The provisions would affect more than 9,000 trade associations and other firms who exist mainly as lobbies.
Those who oppose the provisions argue that they are unconstitutional because they infringe on clients' or members' rights to petition the government. Yet eliminating a tax break doesn't prevent an executive from doing what ordinary citizens do: write a letter. Especially in this age of electronic mail, the opportunities for contacting all key lawmakers involved in any issue are ample and the options more speedy than first-class mail.

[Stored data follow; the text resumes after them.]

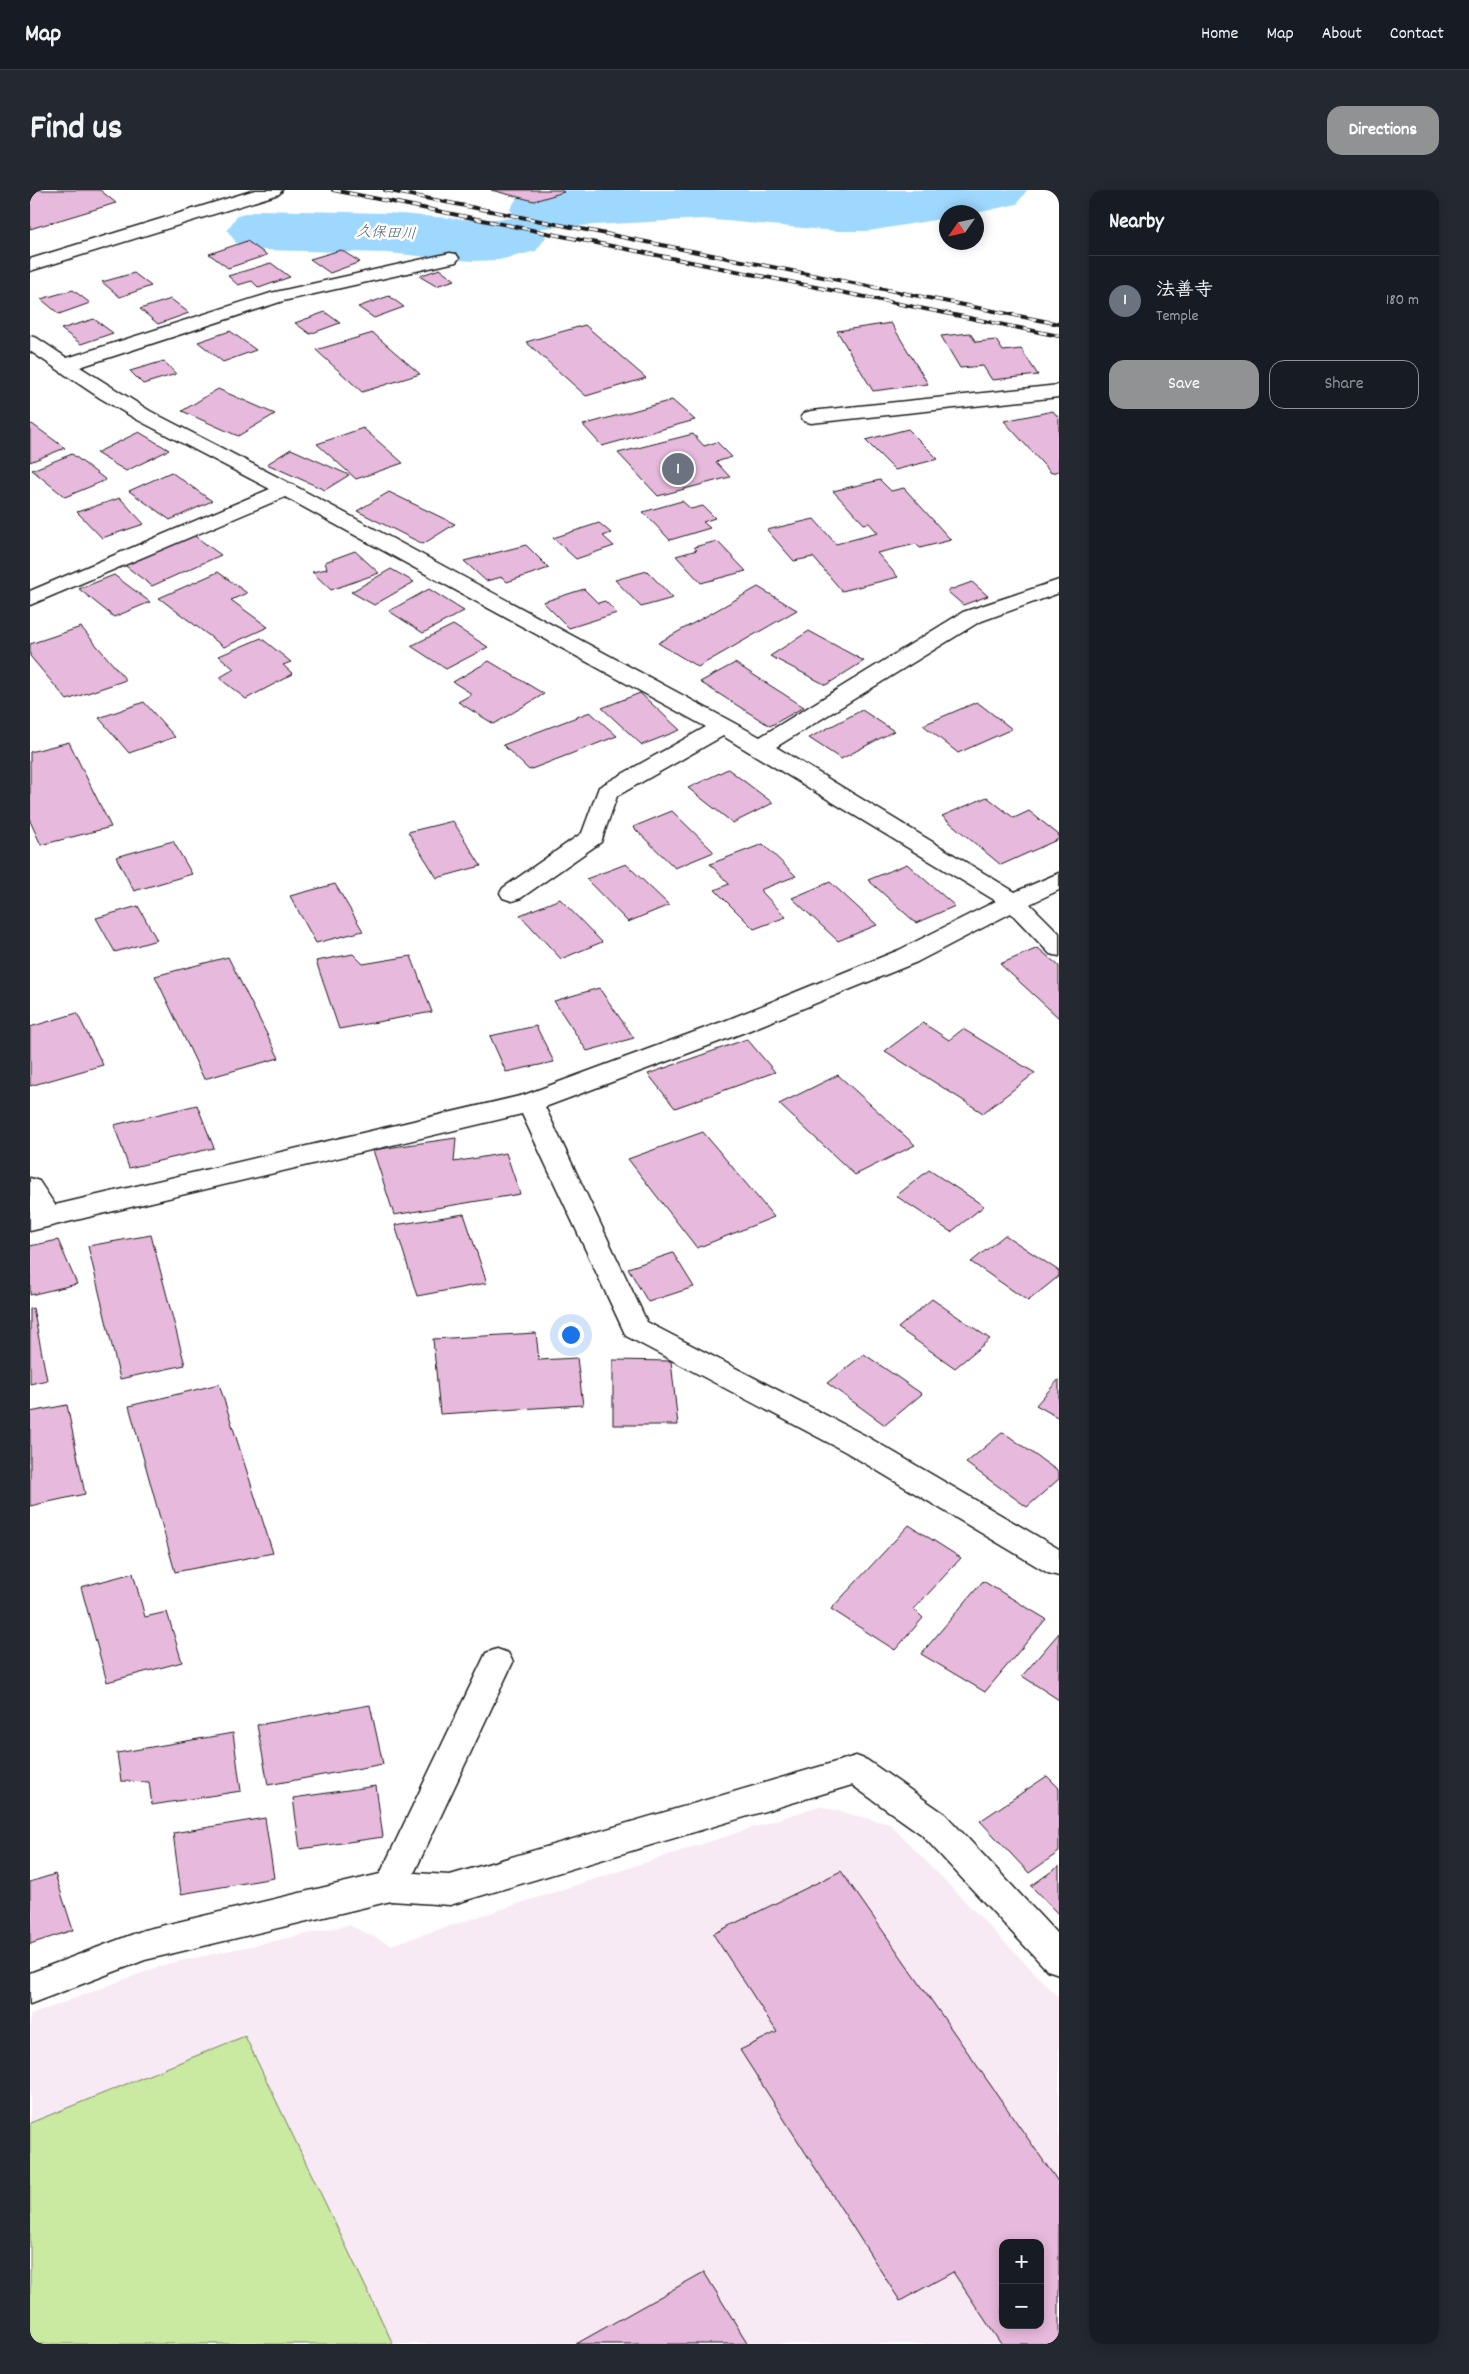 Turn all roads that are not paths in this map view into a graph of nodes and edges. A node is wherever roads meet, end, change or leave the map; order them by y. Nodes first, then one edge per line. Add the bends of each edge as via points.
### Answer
1 (273, 190) edge
2 (450, 258) dead end
3 (30, 265) edge
4 (30, 342) edge
5 (66, 365) junction
6 (1059, 391) edge
7 (811, 417) dead end
8 (286, 488) junction
9 (1059, 586) edge
10 (30, 599) edge
11 (723, 727) junction
12 (760, 746) junction
13 (1059, 882) edge
14 (512, 893) dead end
15 (1014, 902) junction
16 (1059, 948) edge
17 (530, 1103) junction
18 (30, 1188) edge
19 (39, 1219) edge
20 (1059, 1564) edge
21 (497, 1662) dead end
22 (391, 1886) junction
23 (1059, 1959) edge
24 (30, 1989) edge

1 - 3 street
2 - 5 street via 278,297
4 - 5 street
5 - 8 street via 143,415
6 - 7 street
8 - 10 street
8 - 11 street
9 - 12 street via 971,617
11 - 12 street
11 - 14 street via 607,792 593,837
12 - 15 street
13 - 15 street
15 - 16 street
15 - 17 street via 908,956 736,1026
17 - 19 street
17 - 20 street via 636,1329 856,1444
18 - 19 street
21 - 22 street
22 - 23 street via 450,1890 856,1770 933,1824
22 - 24 street via 144,1945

Other objections include questions of fairness: Lobbying is undertaken by a range of tax-exempt groups and law firms, who might not be as heavily affected by the elimination of the tax break. The activities of law firms may require closer scrutiny, because distinguishing lobbying expenses from legitimate legal expenses may be difficult. Yet the provisions conferees are reconciling do deal with law firms' lobbying activities. And by some accounts, tax-exempt groups may be required to report the amount of membership dues that goes to nondeductible lobbying activities to the Internal Revenue Service.
Undoubtedly, the cost of lobbying will be passed on to consumers. But at least, purchasing a product reflects a choice; a public subsidy for special-interest attempts to influence public policy does not.
The notion of eliminating tax breaks for lobbying activities first surfaced in the context of campaign finance reform. But regardless of the final wrapping, the provision is worth adopting.